(Reuters) – Yum Brands Inc YUM.N reported a smaller-than-expected drop in comparable sales on Thursday, helped by a spike in online orders for its tacos as pandemic fears kept customers at home.
Fast-food chains, including Yum and rivals McDonalds MCD.N and Chipotle Mexican Grill CMG.N, have been benefiting from earlier investments in their digital presence, as online orders jumped, especially when dining rooms were closed at the height of the COVID-19 health crisis.
“For the second consecutive quarter, digital sales increased by more than $1 billion over the prior year and set a single quarter record of $4 billion,” Chief Executive Officer David Gibbs said.
Net income rose about 11% to $283 million in the third quarter, as Yum recorded $8 million of pre-tax income due to the change in fair value of its investment in food delivery firm Grubhub Inc GRUB.N.
Yum said it disposed its investment in Grubhub, a food delivery app it invested in over two years ago, during the quarter for $206 million.

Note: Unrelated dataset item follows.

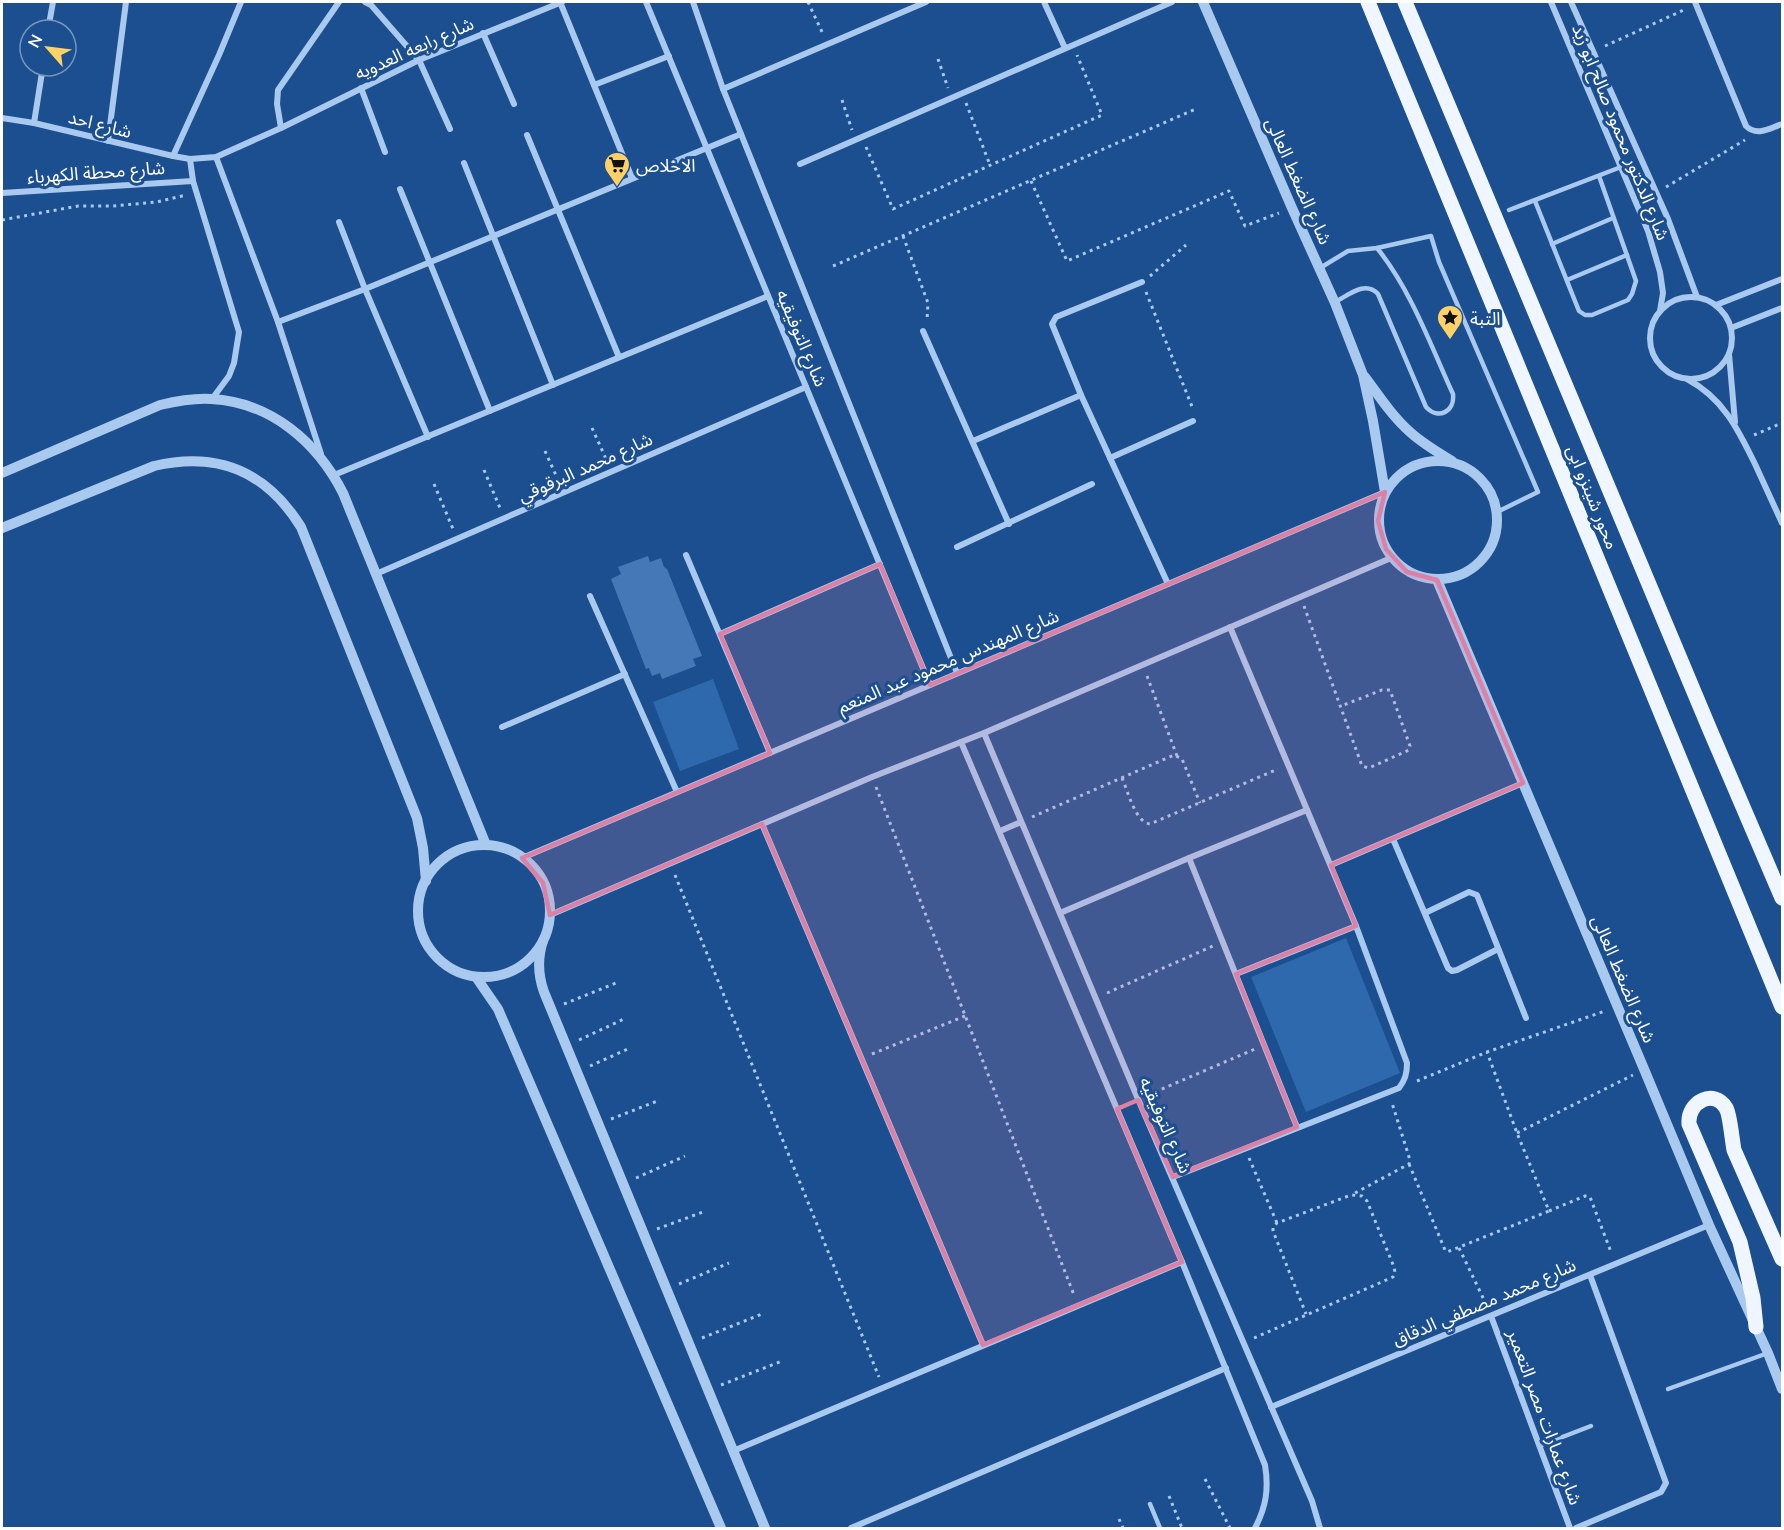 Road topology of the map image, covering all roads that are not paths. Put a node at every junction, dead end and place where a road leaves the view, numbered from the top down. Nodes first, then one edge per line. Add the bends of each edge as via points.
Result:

Grubhub will likely be bought by European online food-ordering company Just Eat Takeaway.com NV TKWY.AS for $6.9 billion.
Yum’s comparable sales fell 2% for the KFC owner in the quarter ended Sept. 30, but beat the average analyst estimate of a 3.74% slide, according to IBES data from Refinitiv.
Taco Bell posted comparable sales growth of 3%, well above the estimate of a 1.75% rise.
At Pizza Hut, the company’s pizza chain that has long been grappling with stiff competition from Domino’s Pizza and others, comparable sales were down 3% and slipped 4% at KFC.
Excluding one-time items, the company earned $1.01 per share, compared with the estimate of 80 cents.
Total revenue rose about 8% to $1.45 billion.